Na Carretera Austral, a estrada serpenteava por montanhas verdes, rios cristalinos e vilarejos que pareciam intocados pelo tempo. Era um Chile mais íntimo, mais puro. Subindo, chegamos ao Deserto do Atacama. O contraste era tão grande que parecia que estávamos em outro País. De repente, tudo era seco, áspero, com cores de ferrugem. San Pedro de Atacama tinha um magnetismo único.
Visitamos o Magic Bus, um antigo ônibus perdido no meio do deserto que parecia cenário de filme e despertava a imaginação. Nos Geysers del Tatio, acordamos de madrugada para ver o vapor subindo das fendas da terra no frio intenso da manhã. Era surreal caminhar entre aquelas colunas brancas com o sol nascendo atrás das montanhas. Na Laguna Cejar, boiamos em um lago incrivelmente salgado, onde era impossível afundar. A água fria e densa, combinada com o silêncio ao redor, criava uma sensação de outro mundo.
Mais ao sul, conhecemos as Lagunas Altiplânicas e Piedras Rojas. As cores vibrantes da paisagem, o azul quase impossível da água e o vermelho das rochas faziam tudo parecer uma pintura viva. Cada lugar tinha uma energia diferente e uma beleza que não cabia em palavras. Passamos por Antofagasta, com seu ar de cidade portuária grande, e depois Hornitos, um pequeno pedaço de litoral isolado.
Mais adiante, Iquique nos recebeu com suas dunas gigantescas e o mar sempre por perto. Foi ali que percebemos o quanto o Chile muda de paisagem em poucos quilômetros. Mas nem tudo eram cenários de cartão-postal. Tivemos dificuldades reais. Abastecer a caixa d’água foi um dos maiores desafios, principalmente no deserto e no litoral. Muitas vezes não permitiam encher, e em outras ocasiões, mesmo oferecendo pagar, simplesmente diziam não.
Também era difícil encontrar lugares seguros e autorizados para estacionar o motorhome. Diferente da Argentina, onde quase toda cidade tinha alguma área de apoio, no Chile as opções eram poucas e espalhadas.
Apesar dos perrengues, havia sempre momentos de encanto. Como família, aprendemos a lidar com essas restrições de forma paciente. Alguns dias, era preciso aceitar que não daria para fazer tudo. Outros, a rotina mudava de acordo com o que era possível.
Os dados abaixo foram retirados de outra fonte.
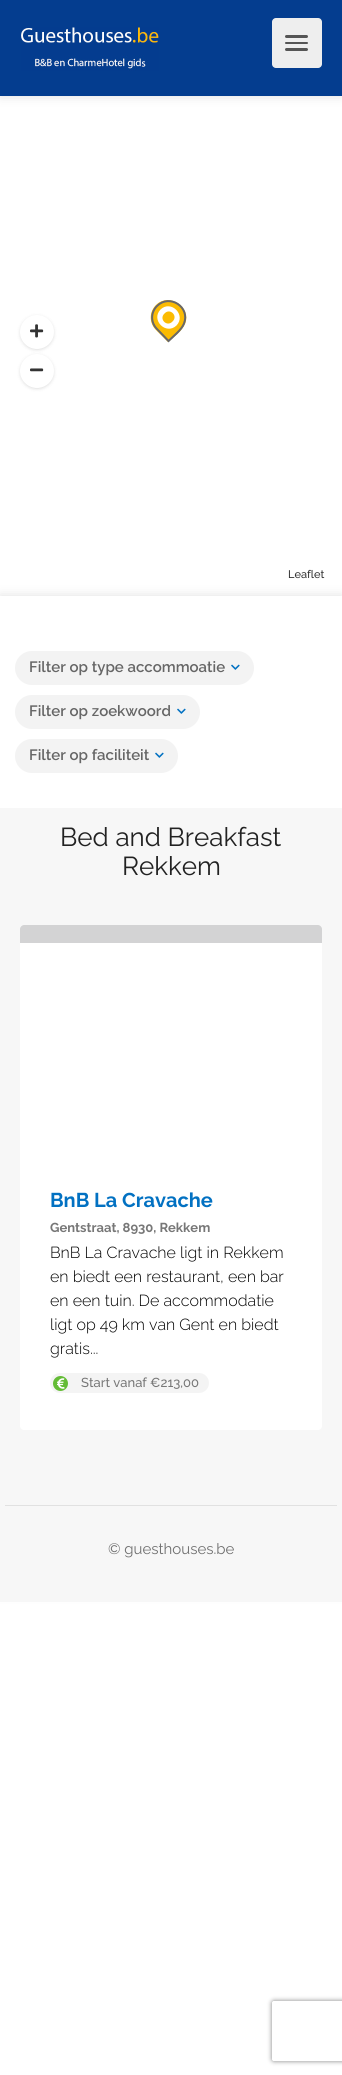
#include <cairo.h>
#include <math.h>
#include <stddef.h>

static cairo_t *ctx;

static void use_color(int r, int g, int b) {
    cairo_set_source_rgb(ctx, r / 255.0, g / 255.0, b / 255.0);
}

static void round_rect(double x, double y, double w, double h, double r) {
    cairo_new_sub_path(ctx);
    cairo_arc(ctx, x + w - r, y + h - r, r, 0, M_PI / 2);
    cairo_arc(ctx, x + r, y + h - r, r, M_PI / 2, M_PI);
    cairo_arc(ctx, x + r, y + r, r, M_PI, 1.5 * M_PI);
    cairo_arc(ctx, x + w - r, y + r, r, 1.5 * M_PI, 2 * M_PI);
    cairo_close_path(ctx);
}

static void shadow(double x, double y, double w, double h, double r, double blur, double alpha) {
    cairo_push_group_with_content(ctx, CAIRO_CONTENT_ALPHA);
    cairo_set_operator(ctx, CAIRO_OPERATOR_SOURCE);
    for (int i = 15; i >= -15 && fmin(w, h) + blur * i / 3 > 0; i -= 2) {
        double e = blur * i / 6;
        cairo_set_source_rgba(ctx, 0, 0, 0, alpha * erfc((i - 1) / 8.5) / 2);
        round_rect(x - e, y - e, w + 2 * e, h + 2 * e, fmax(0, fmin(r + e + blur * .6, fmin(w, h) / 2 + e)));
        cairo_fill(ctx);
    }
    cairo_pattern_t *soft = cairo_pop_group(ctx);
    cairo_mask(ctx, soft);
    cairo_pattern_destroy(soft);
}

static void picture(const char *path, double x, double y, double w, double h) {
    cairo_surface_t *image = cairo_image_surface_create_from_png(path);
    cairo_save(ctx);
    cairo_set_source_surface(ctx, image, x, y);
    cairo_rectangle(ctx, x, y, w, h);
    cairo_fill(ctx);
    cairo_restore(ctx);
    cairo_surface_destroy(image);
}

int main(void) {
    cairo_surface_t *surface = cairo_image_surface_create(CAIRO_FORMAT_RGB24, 342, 2075);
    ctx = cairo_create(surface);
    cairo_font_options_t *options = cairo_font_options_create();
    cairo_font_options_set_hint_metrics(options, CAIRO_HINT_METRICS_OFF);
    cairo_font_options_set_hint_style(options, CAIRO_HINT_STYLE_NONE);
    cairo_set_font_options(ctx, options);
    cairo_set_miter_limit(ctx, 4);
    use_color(255, 255, 255);
    cairo_paint(ctx);
    use_color(0, 0, 0);
    shadow(0, 0, 342, 96, 0, 6, 0.12);
    use_color(4, 61, 143);
    cairo_rectangle(ctx, 0, 0, 342, 96);
    cairo_fill(ctx);
    picture("img1.png", 21, 27, 138, 44);
    use_color(238, 238, 238);
    round_rect(272, 18, 50, 50, 4);
    cairo_fill(ctx);
    use_color(85, 85, 85);
    round_rect(285, 48, 23, 3, 1.5);
    cairo_fill(ctx);
    round_rect(285, 35, 23, 3, 1.5);
    cairo_fill(ctx);
    round_rect(285, 42, 23, 2, 1);
    cairo_fill(ctx);
    use_color(251, 187, 2);
    cairo_new_path(ctx);
    cairo_move_to(ctx, 156, 305);
    cairo_curve_to(ctx, 169, 292, 192, 307, 185, 324);
    cairo_curve_to(ctx, 182, 331, 174, 337, 168, 342);
    cairo_line_to(ctx, 156, 330);
    cairo_curve_to(ctx, 149, 323, 149, 312, 156, 305);
    cairo_close_path(ctx);
    cairo_fill(ctx);
    cairo_new_path(ctx);
    cairo_move_to(ctx, 157, 306);
    cairo_curve_to(ctx, 169.5, 293.5, 190.5, 307, 184, 323.5);
    cairo_curve_to(ctx, 181.5, 330, 173.5, 336, 168.5, 341);
    cairo_line_to(ctx, 157, 329);
    cairo_curve_to(ctx, 150.5, 322.5, 150.5, 312.5, 157, 306);
    cairo_close_path(ctx);
    use_color(102, 103, 107);
    cairo_stroke(ctx);
    use_color(255, 255, 255);
    cairo_new_path(ctx);
    cairo_move_to(ctx, 160.5, 309.5);
    cairo_curve_to(ctx, 171, 299.5, 186.5, 315, 176.5, 325.5);
    cairo_curve_to(ctx, 166, 335.5, 150.5, 320, 160.5, 309.5);
    cairo_close_path(ctx);
    cairo_fill(ctx);
    use_color(251, 187, 2);
    cairo_new_path(ctx);
    cairo_move_to(ctx, 164.5, 313.5);
    cairo_curve_to(ctx, 170, 307.5, 178.5, 316, 172.5, 321.5);
    cairo_curve_to(ctx, 167, 327.5, 158.5, 319, 164.5, 313.5);
    cairo_close_path(ctx);
    cairo_fill(ctx);
    use_color(0, 0, 0);
    shadow(21, 317, 32, 32, 16, 2, 0.2);
    use_color(255, 255, 255);
    cairo_arc(ctx, 37, 332, 17, 0, 2 * M_PI);
    cairo_fill(ctx);
    picture("img2.png", 30, 324, 14, 14);
    use_color(0, 0, 0);
    shadow(21, 356, 32, 32, 16, 2, 0.2);
    use_color(255, 255, 255);
    cairo_arc(ctx, 37, 371, 17, 0, 2 * M_PI);
    cairo_fill(ctx);
    picture("img3.png", 30, 368, 14, 4);
    cairo_select_font_face(ctx, "Raleway Medium", CAIRO_FONT_SLANT_NORMAL, CAIRO_FONT_WEIGHT_NORMAL);
    cairo_set_font_size(ctx, 11);
    use_color(51, 51, 51);
    cairo_move_to(ctx, 288, 578);
    cairo_show_text(ctx, "Leaflet");
    use_color(0, 0, 0);
    shadow(0, 596, 342, 997, 0, 6, 0.12);
    use_color(247, 247, 247);
    cairo_rectangle(ctx, 0, 808, 342, 784);
    cairo_fill(ctx);
    use_color(255, 255, 255);
    cairo_rectangle(ctx, 0, 596, 342, 212);
    cairo_fill(ctx);
    use_color(243, 243, 243);
    round_rect(15, 651, 239, 34, 17);
    cairo_fill(ctx);
    cairo_select_font_face(ctx, "Raleway SemiBold", CAIRO_FONT_SLANT_NORMAL, CAIRO_FONT_WEIGHT_NORMAL);
    cairo_set_font_size(ctx, 15);
    use_color(102, 102, 102);
    cairo_move_to(ctx, 29, 672);
    cairo_show_text(ctx, "Filter op type accommoatie");
    picture("img4.png", 231, 664, 9, 6);
    use_color(243, 243, 243);
    round_rect(15, 695, 185, 34, 17);
    cairo_fill(ctx);
    use_color(102, 102, 102);
    cairo_move_to(ctx, 29, 716);
    cairo_show_text(ctx, "Filter op zoekwoord");
    picture("img4.png", 177, 708, 9, 6);
    use_color(243, 243, 243);
    round_rect(15, 739, 163, 34, 17);
    cairo_fill(ctx);
    use_color(102, 102, 102);
    cairo_move_to(ctx, 29, 760);
    cairo_show_text(ctx, "Filter op faciliteit");
    picture("img4.png", 155, 752, 9, 6);
    cairo_select_font_face(ctx, "Raleway", CAIRO_FONT_SLANT_NORMAL, CAIRO_FONT_WEIGHT_NORMAL);
    cairo_set_font_size(ctx, 26);
    use_color(34, 34, 34);
    cairo_move_to(ctx, 60, 846);
    cairo_show_text(ctx, "Bed and Breakfast");
    cairo_move_to(ctx, 122, 875);
    cairo_show_text(ctx, "Rekkem");
    use_color(255, 255, 255);
    round_rect(20, 925, 302, 505, 4);
    cairo_fill(ctx);
    cairo_set_source_rgba(ctx, 0.153, 0.153, 0.161, 0.2);
    cairo_new_path(ctx);
    cairo_move_to(ctx, 24, 925);
    cairo_line_to(ctx, 318, 925);
    cairo_curve_to(ctx, 320, 925, 322, 927, 322, 929);
    cairo_line_to(ctx, 322, 943);
    cairo_line_to(ctx, 20, 943);
    cairo_line_to(ctx, 20, 929);
    cairo_curve_to(ctx, 20, 927, 22, 925, 24, 925);
    cairo_close_path(ctx);
    cairo_fill(ctx);
    cairo_select_font_face(ctx, "Raleway", CAIRO_FONT_SLANT_NORMAL, CAIRO_FONT_WEIGHT_BOLD);
    cairo_set_font_size(ctx, 20);
    use_color(2, 113, 194);
    cairo_move_to(ctx, 50, 1207);
    cairo_show_text(ctx, "BnB La Cravache");
    cairo_set_font_size(ctx, 13);
    use_color(119, 119, 119);
    cairo_move_to(ctx, 50, 1232);
    cairo_show_text(ctx, "Gentstraat, 8930, Rekkem");
    cairo_select_font_face(ctx, "Raleway Light", CAIRO_FONT_SLANT_NORMAL, CAIRO_FONT_WEIGHT_NORMAL);
    cairo_set_font_size(ctx, 16);
    use_color(0, 0, 0);
    cairo_move_to(ctx, 50, 1258);
    cairo_show_text(ctx, "BnB La Cravache ligt in Rekkem");
    cairo_move_to(ctx, 50, 1282);
    cairo_show_text(ctx, "en biedt een restaurant, een bar");
    cairo_move_to(ctx, 50, 1306);
    cairo_show_text(ctx, "en een tuin. De accommodatie");
    cairo_move_to(ctx, 50, 1330);
    cairo_show_text(ctx, "ligt op 49 km van Gent en biedt");
    cairo_move_to(ctx, 50, 1354);
    cairo_show_text(ctx, "gratis...");
    use_color(244, 244, 244);
    round_rect(50, 1373, 159, 20, 10);
    cairo_fill(ctx);
    use_color(100, 188, 54);
    cairo_arc(ctx, 60.5, 1383.5, 7.5, 0, 2 * M_PI);
    cairo_fill(ctx);
    picture("img5.png", 57, 1378, 8, 11);
    cairo_select_font_face(ctx, "Raleway Medium", CAIRO_FONT_SLANT_NORMAL, CAIRO_FONT_WEIGHT_NORMAL);
    cairo_set_font_size(ctx, 13);
    use_color(119, 119, 119);
    cairo_move_to(ctx, 81, 1387);
    cairo_show_text(ctx, "Start vanaf €213,00");
    use_color(225, 225, 225);
    cairo_rectangle(ctx, 5, 1505, 332, 1);
    cairo_fill(ctx);
    cairo_select_font_face(ctx, "Raleway", CAIRO_FONT_SLANT_NORMAL, CAIRO_FONT_WEIGHT_NORMAL);
    cairo_set_font_size(ctx, 15);
    use_color(112, 112, 112);
    cairo_move_to(ctx, 108, 1554);
    cairo_show_text(ctx, "© guesthouses.be");
    use_color(247, 247, 247);
    cairo_new_path(ctx);
    cairo_move_to(ctx, -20, 1581);
    cairo_line_to(ctx, -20, 1602);
    cairo_line_to(ctx, 342, 1602);
    cairo_line_to(ctx, 342, 1592);
    cairo_line_to(ctx, 0, 1592);
    cairo_line_to(ctx, 0, 1591);
    cairo_line_to(ctx, 342, 1591);
    cairo_line_to(ctx, 342, 1581);
    cairo_close_path(ctx);
    cairo_fill(ctx);
    cairo_save(ctx);
    cairo_set_fill_rule(ctx, CAIRO_FILL_RULE_EVEN_ODD);
    cairo_new_path(ctx);
    cairo_move_to(ctx, 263, 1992);
    cairo_line_to(ctx, 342, 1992);
    cairo_line_to(ctx, 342, 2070);
    cairo_line_to(ctx, 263, 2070);
    cairo_close_path(ctx);
    cairo_move_to(ctx, 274, 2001);
    cairo_line_to(ctx, 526, 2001);
    cairo_curve_to(ctx, 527, 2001, 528, 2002, 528, 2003);
    cairo_line_to(ctx, 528, 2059);
    cairo_curve_to(ctx, 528, 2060, 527, 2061, 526, 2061);
    cairo_line_to(ctx, 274, 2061);
    cairo_curve_to(ctx, 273, 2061, 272, 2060, 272, 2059);
    cairo_line_to(ctx, 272, 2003);
    cairo_curve_to(ctx, 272, 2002, 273, 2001, 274, 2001);
    cairo_close_path(ctx);
    cairo_clip(ctx);
    use_color(128, 128, 128);
    shadow(272, 2001, 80, 60, 2, 2.5, 1);
    cairo_restore(ctx);
    cairo_surface_write_to_png(surface, "result.png");
    cairo_font_options_destroy(options);
    cairo_destroy(ctx);
    cairo_surface_destroy(surface);
    return 0;
}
E assim seguimos, aprendendo a ser flexíveis, sem perder a alegria de estar ali.
O Chile é um País incrível, cheio de paisagens que parecem impossíveis de tão perfeitas. Mas também foi um lugar que nos mostrou o outro lado da viagem: que nem sempre dá pra pertencer aonde se chega. Às vezes, a gente só passa, observa, aprende e segue. E tudo bem ser assim. A despedida foi discreta. Não teve grandes comemorações, mas teve uma gratidão profunda.
Gratidão por cada dia em que acordamos diante de montanhas, desertos ou praias. Gratidão pelo tanto que crescemos, mesmo nos momentos mais difíceis. Ao seguir para o próximo destino, sentimos que estávamos mais preparados para o que quer que a estrada nos reservasse. Mais fortes, mais leves e com a certeza de que cada país, com seu jeito único, deixa marcas que ninguém pode apagar.
Deixamos o Chile com um sentimento de respeito, admiração e aprendizado.
E com o coração aberto para os próximos quilômetros.